__Task objective__: Look through the lines below and extract each one that contains "dead".

Dataset entries:

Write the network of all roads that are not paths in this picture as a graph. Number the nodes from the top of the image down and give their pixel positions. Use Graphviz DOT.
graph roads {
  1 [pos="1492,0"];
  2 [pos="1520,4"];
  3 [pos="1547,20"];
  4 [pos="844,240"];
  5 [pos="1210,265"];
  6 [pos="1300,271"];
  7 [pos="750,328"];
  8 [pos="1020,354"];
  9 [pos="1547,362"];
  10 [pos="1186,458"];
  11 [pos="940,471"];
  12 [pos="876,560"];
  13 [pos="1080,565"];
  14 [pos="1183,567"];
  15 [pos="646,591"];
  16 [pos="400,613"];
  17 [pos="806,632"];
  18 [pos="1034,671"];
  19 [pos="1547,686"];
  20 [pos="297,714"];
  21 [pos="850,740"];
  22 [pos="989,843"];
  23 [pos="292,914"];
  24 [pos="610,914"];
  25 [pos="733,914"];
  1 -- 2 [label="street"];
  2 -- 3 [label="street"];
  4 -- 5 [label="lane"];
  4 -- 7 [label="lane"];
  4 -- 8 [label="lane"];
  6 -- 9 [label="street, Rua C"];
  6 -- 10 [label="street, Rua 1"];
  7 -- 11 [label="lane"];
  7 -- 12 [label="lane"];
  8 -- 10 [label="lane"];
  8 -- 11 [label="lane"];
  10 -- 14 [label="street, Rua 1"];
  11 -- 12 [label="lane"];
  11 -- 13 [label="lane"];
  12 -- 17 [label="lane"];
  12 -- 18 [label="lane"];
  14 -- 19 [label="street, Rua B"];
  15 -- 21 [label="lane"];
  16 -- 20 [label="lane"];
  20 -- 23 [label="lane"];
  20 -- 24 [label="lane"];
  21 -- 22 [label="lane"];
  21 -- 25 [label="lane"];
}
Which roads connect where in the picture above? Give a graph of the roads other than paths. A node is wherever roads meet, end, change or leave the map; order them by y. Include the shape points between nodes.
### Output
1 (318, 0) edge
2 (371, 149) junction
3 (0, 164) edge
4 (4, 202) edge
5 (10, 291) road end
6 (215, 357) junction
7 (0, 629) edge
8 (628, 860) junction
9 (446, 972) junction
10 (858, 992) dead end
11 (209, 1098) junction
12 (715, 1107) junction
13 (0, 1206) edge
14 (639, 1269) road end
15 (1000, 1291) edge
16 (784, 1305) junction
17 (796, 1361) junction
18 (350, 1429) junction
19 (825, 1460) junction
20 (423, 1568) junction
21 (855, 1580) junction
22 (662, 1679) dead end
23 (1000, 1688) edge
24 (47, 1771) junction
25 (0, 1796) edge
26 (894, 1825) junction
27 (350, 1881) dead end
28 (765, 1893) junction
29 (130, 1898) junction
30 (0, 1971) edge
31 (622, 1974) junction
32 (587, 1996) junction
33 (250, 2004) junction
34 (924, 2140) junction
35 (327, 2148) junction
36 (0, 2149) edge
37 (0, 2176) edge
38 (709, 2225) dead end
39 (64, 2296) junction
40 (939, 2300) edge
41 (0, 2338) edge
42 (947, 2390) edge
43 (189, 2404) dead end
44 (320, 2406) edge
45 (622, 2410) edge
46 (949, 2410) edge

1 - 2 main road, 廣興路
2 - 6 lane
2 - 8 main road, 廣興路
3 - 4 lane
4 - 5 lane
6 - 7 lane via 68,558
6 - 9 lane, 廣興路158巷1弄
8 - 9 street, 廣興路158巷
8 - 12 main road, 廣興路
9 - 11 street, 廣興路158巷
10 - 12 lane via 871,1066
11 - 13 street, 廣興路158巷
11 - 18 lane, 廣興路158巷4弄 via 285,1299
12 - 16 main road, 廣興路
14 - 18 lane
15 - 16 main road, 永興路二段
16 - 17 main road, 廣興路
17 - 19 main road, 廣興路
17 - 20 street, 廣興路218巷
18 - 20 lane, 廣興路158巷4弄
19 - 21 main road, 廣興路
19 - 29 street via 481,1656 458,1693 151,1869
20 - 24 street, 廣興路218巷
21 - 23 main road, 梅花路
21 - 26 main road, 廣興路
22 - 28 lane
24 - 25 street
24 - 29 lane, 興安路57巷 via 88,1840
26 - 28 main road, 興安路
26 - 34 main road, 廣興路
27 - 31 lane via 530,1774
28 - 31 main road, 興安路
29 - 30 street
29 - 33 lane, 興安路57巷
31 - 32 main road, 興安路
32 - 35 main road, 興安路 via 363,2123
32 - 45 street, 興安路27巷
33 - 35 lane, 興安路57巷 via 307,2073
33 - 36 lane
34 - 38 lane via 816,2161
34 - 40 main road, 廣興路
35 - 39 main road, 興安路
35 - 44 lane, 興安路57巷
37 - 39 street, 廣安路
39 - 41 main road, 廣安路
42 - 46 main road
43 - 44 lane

__Solution to the problem__:
10 (858, 992) dead end
22 (662, 1679) dead end
27 (350, 1881) dead end
38 (709, 2225) dead end
43 (189, 2404) dead end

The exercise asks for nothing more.